I lettori delle riviste rimasero stupiti quando videro un modello sui pattini da Place de la Concorde, ma la rivoluzione totale venne compiuta quando Avedon ritrasse un’elegante Dorothy Horan (Dovima) con un abito Dior, assieme a degli elefanti. La dissonanza tra la pelle ruvida dei pachidermi e la squisita grazia del modello si rivelò una vera bomba. Come dissero in molti: “La fotografia di moda non sarebbe stata mai la stessa”.

Avedon aveva trasformato una disciplina statica e monotona in un genere vivo. Tutte le componenti del set (i capelli, il trucco, i vestiti, il corpo) diventavano uno spettacolo. Questo non deve sorprenderci: Avedon amava il teatro quasi quanto la fotografia (come Josef Koudelka). Tra l’altro Richard aveva prodotto molte delle copertine della rivista Theater Arts: la teatralità veniva trasferita al mondo della moda.

La moda di Avedon influenza anche il cinema. Nel 1957 esce nelle sale Funny Face (Cenerentola a Parigi), diretto da Stanley Donovan per la Paramount Pictures. Il lungometraggio era interpretato da Fred Astaire e Audrey Hepburn. Il personaggio di Astaire era liberamente ispirato alla figura del fotografo Richard Avedon, le cui foto appaiono nel film.

Come dicevamo, Avedon deve essere considerato anche (e soprattutto) come un grande ritrattista, probabilmente uno dei più grandi della storia della fotografia. Di fronte alla sua macchina fotografica di grande formato sono sfilate tutte le personalità famose del suo tempo. Essere fotografati da Avedon rappresentava una sorta di "certificato di celebrità".

I volti famosi rappresentano per il fotografo una lama a doppio taglio nei termini dell’immagine da produrre. Se ci si fida del personaggio preconfezionato, tutto può apparire facile; ma quando si cerca la profondità, probabilmente il soggetto erigerà una barriera. Avedon ha saputo attraversare le false ipocrisie, arrivando al nucleo della personalità.

Ingrid Bergman appare con un volto senza precedenti; ma il caso più evidente è il ritratto del 1957 che vede coinvolta Norma Jean Baker.

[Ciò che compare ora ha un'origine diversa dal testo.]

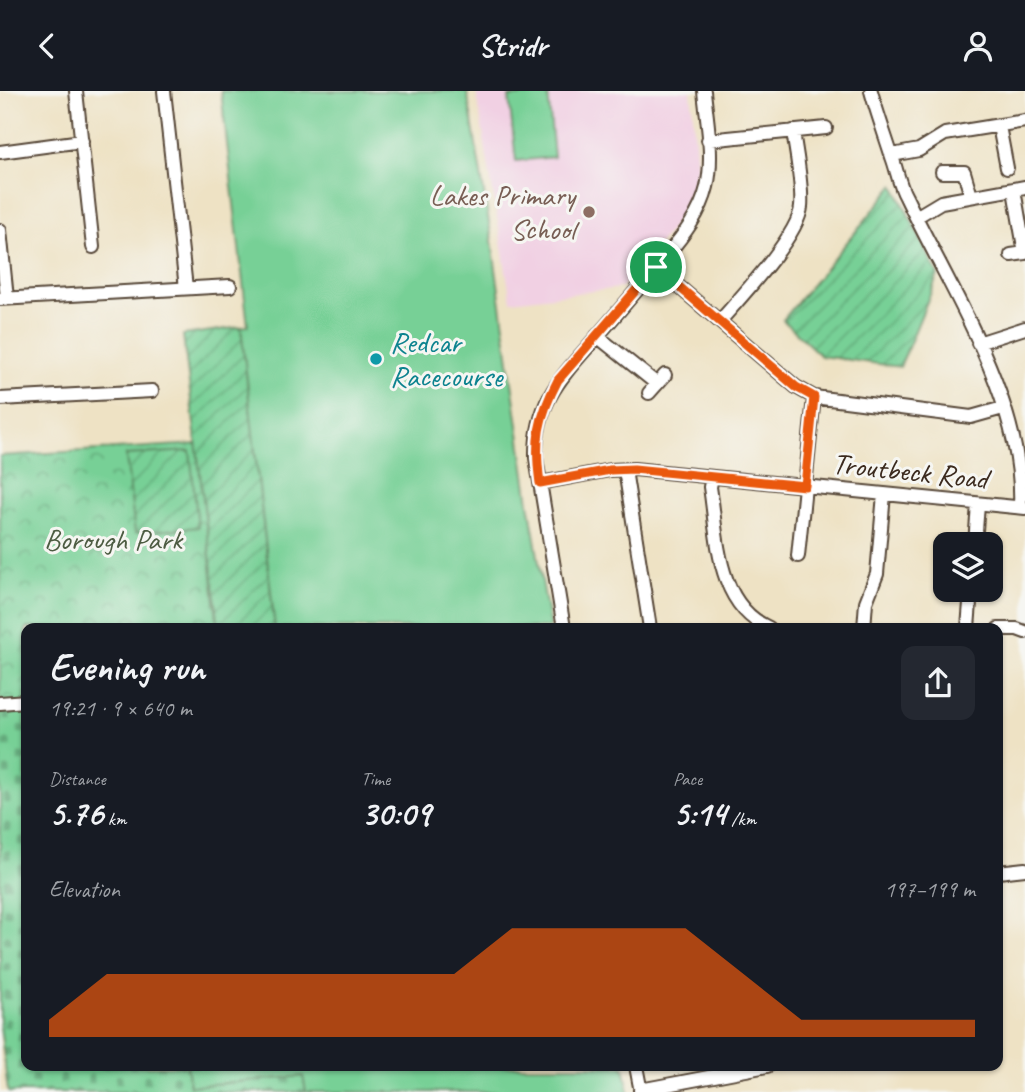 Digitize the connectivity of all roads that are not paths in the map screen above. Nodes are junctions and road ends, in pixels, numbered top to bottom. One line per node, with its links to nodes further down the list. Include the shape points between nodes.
1 (76, 91): 10 (street)
2 (164, 91): 24 (street)
3 (704, 91): 9 (street)
4 (871, 91): 12 (street)
5 (1025, 121): 6 (street)
6 (999, 126): 12 (street, via 945,134 919,150); 13 (street)
7 (826, 128): 8 (street)
8 (793, 131): 9 (street); 26 (street, via 801,207 797,221)
9 (709, 139): 22 (street, via 707,189 696,216)
10 (82, 141): 11 (street); 19 (street)
11 (0, 152)
12 (892, 155): 17 (street)
13 (1007, 168)
14 (942, 172): 16 (street, via 964,172)
15 (1019, 189): 16 (street); 20 (street)
16 (971, 196): 17 (street, via 941,202)
17 (916, 217): 29 (street)
18 (0, 230): 25 (street)
19 (93, 247)
20 (1025, 253): 21 (street)
21 (1011, 255)
22 (656, 267): 26 (street); 28 (street)
23 (230, 286): 24 (street)
24 (186, 288): 25 (street)
25 (4, 299)
26 (720, 321): 32 (street, via 796,387)
27 (1025, 328): 29 (street)
28 (597, 336): 30 (street); 37 (street, via 558,380 542,413 536,443)
29 (978, 343): 34 (street, via 994,374)
30 (657, 384)
31 (152, 391): 33 (street)
32 (814, 397): 34 (street, via 971,417); 38 (street)
33 (0, 399)
34 (1003, 408): 41 (street, via 1013,430)
35 (625, 470): 36 (street, Troutbeck Road); 37 (street, Troutbeck Road); 46 (street)
36 (712, 477): 38 (street, Troutbeck Road); 47 (street, via 726,582)
37 (540, 483): 45 (street)
38 (805, 486): 39 (street, Troutbeck Road); 43 (street)
39 (884, 494): 40 (street, Troutbeck Road); 48 (street, via 877,574 866,602)
40 (978, 504): 41 (street, Troutbeck Road); 42 (street)
41 (1022, 508)
42 (976, 532)
43 (798, 557)
44 (970, 602): 49 (street)
45 (563, 623)
46 (649, 623)
47 (748, 623)
48 (864, 623)
49 (968, 623)
50 (1003, 629): 51 (street)
51 (1025, 632)
52 (21, 701): 53 (street)
53 (0, 703)
54 (1003, 868): 55 (street)
55 (1025, 869)
56 (637, 1071): 58 (street)
57 (742, 1071): 58 (street)
58 (640, 1091) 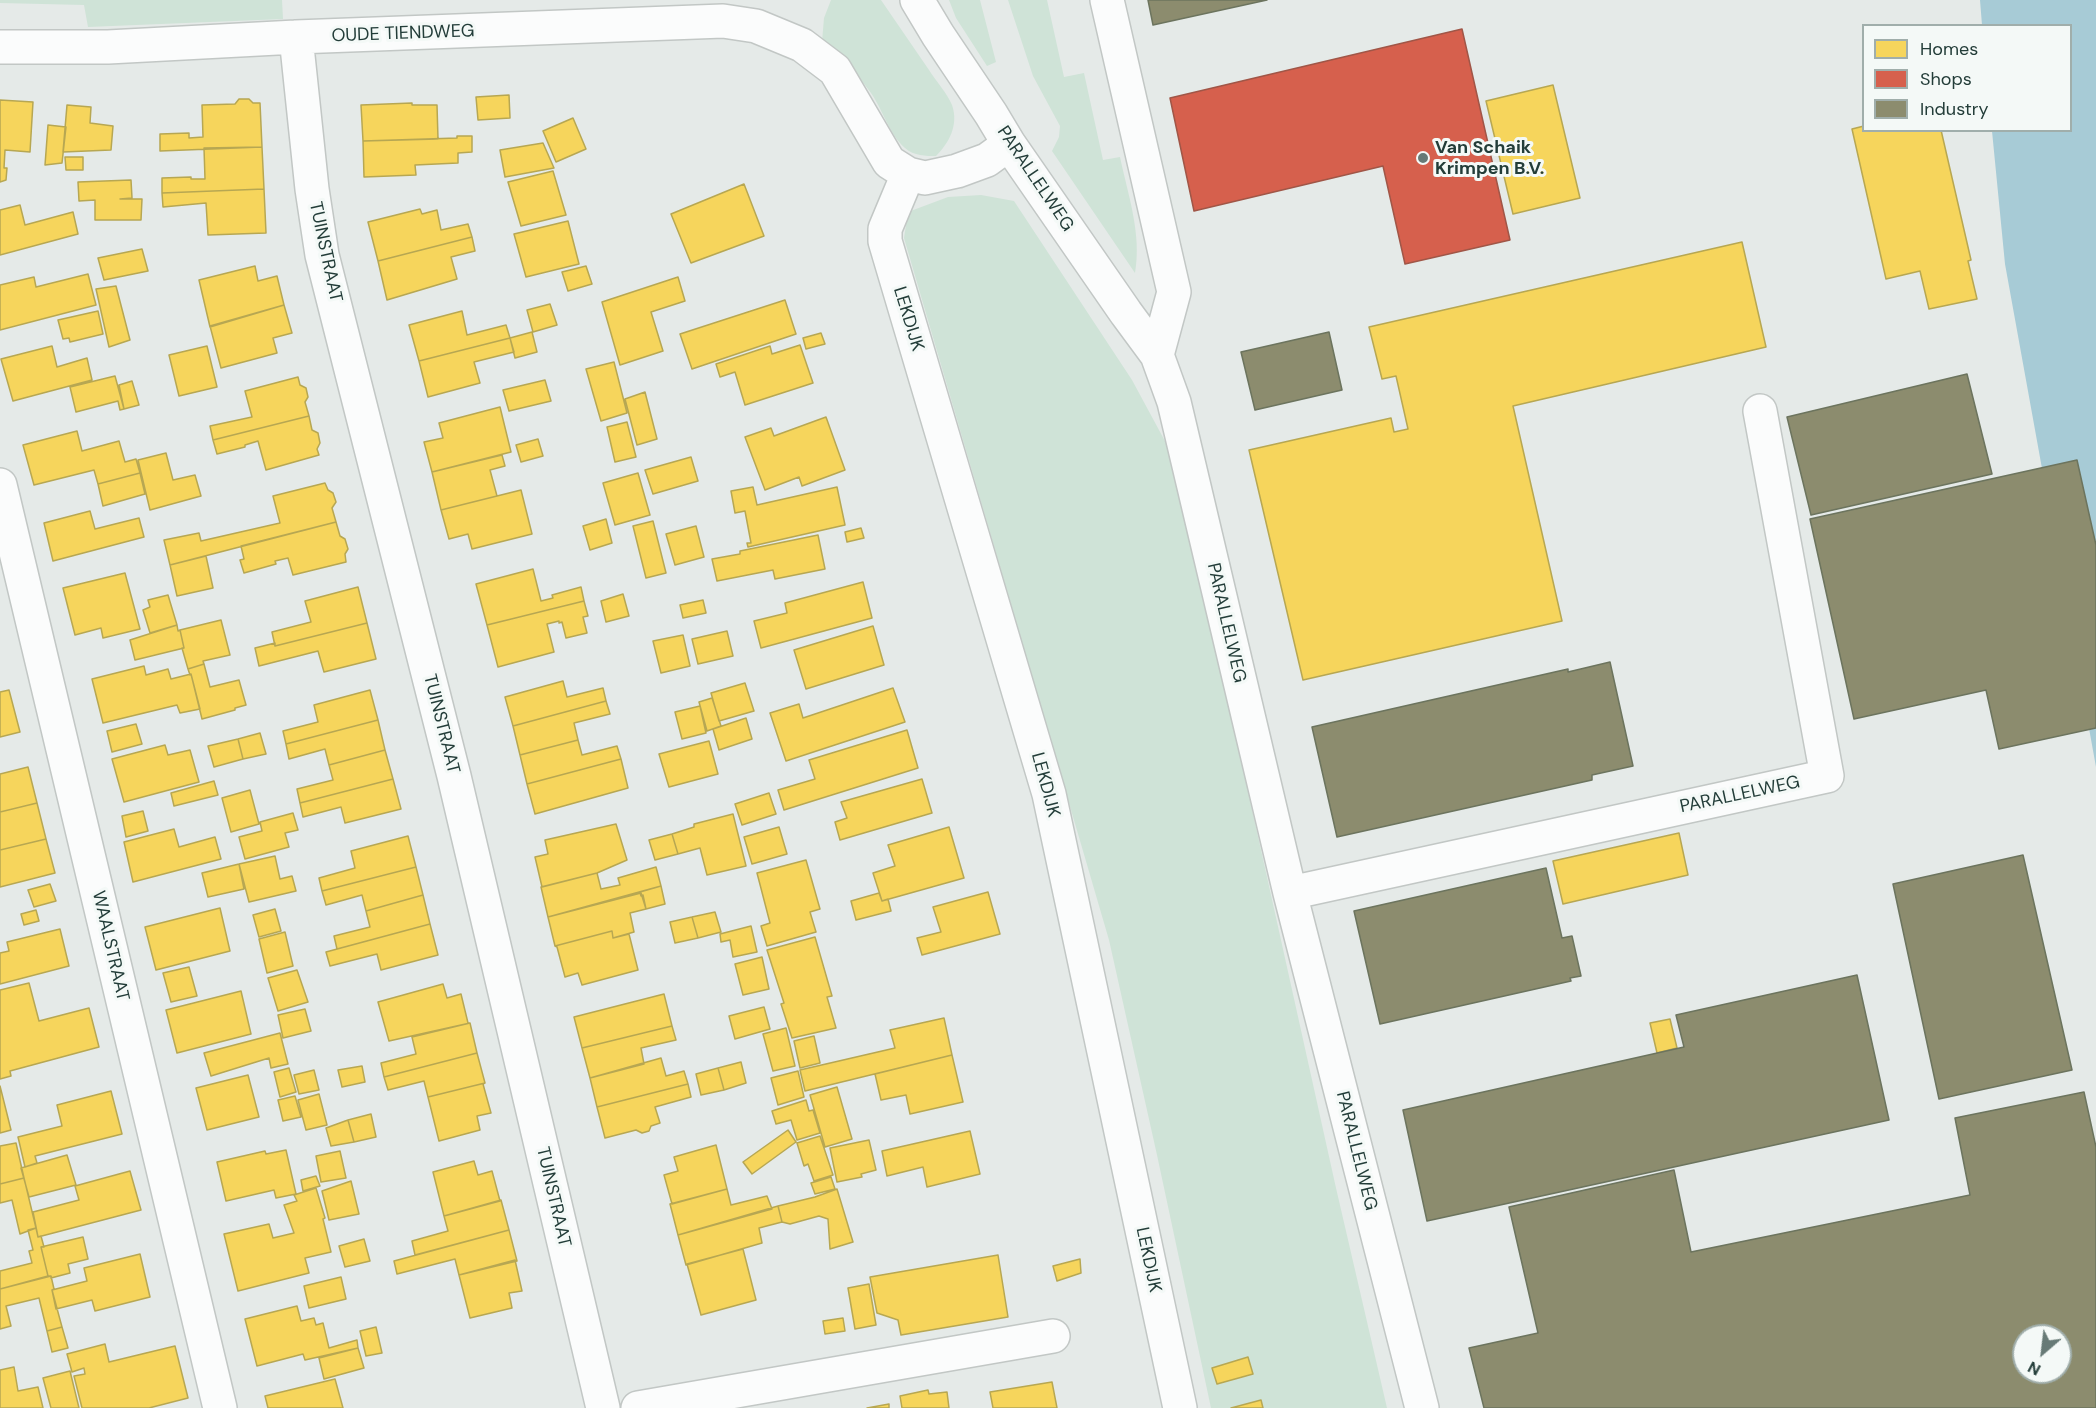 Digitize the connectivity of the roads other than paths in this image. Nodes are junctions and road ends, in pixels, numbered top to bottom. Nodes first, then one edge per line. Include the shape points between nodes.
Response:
1 (916, 0) edge
2 (1107, 0) edge
3 (296, 37) junction
4 (0, 47) edge
5 (1009, 144) junction
6 (908, 174) junction
7 (1157, 355) junction
8 (1760, 411) dead end
9 (0, 484) edge
10 (1290, 893) junction
11 (1053, 1336) dead end
12 (220, 1408) edge
13 (603, 1408) edge
14 (638, 1408) edge
15 (1180, 1408) edge
16 (1422, 1408) edge

1 - 5 street, PARALLELWEG
2 - 7 street via 1174,292
3 - 4 street, OUDE TIENDWEG via 108,47
3 - 6 street, OUDE TIENDWEG via 723,21 756,26 802,45 834,70 889,162
3 - 13 street, TUINSTRAAT via 322,255 454,776
5 - 6 street via 987,160 957,171 925,178
5 - 7 street, PARALLELWEG
6 - 15 street, LEKDIJK via 885,229 885,241 1049,794
7 - 10 street, PARALLELWEG via 1174,402
8 - 10 street, PARALLELWEG via 1827,776
9 - 12 street, WAALSTRAAT
10 - 16 street, PARALLELWEG
11 - 14 street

Anche se il titolo dell’immagine recita "Marilyn Monroe, attrice" la donna che appare è stanca, spogliata dei successi di Hollywood, finalmente bambina.

Avedon era anche un provocatore e usava le sue qualità per ottenere dai soggetti il lato intimo della loro personalità. Un esempio? Il servizio che vide coinvolti i duchi di Windsor. Erano arrivati al Waldorf Astoria accompagnati dalla regalità maestosa della loro immagine. Dopo un'ora di lavoro, Richard non era riuscito a eliminare la loro impassibilità aristocratica. Il fotografo si è messo a recitare, arrivando a persino a mentire. “Il taxi che vi è venuto a prendere”, disse, “ha investito un cane, che è deceduto”. L’artista raggiunse il suo scopo, anche se per una via non ortodossa.

Avedon è ricordato anche per una serie di ritratti scattati a 752 persone tra il 1979 e il 1984. Si tratta della famosa serie del West americano. Richard aveva fotografato modelle, gli artisti più influenti, i politici più potenti; decide così di cambiare i suoi orizzonti, concentrandosi sulla gente comune. Per portare avanti il suo progetto, il nostro visitò diversi stati degli Stati Uniti occidentali, per incontrare i minatori, le persone senza fissa dimora, le casalinghe, i prigionieri, i predicatori itineranti. Avedon rimane fedele al suo stile di lavoro: uno sfondo bianco, la fotocamera di grande formato e la “ferocia” del suo sguardo. Richard non cerca la coerenza con i soggetti, ma li affronta con la stessa furia creativa utilizzata con George Bush Sr. e Henry Kissinger.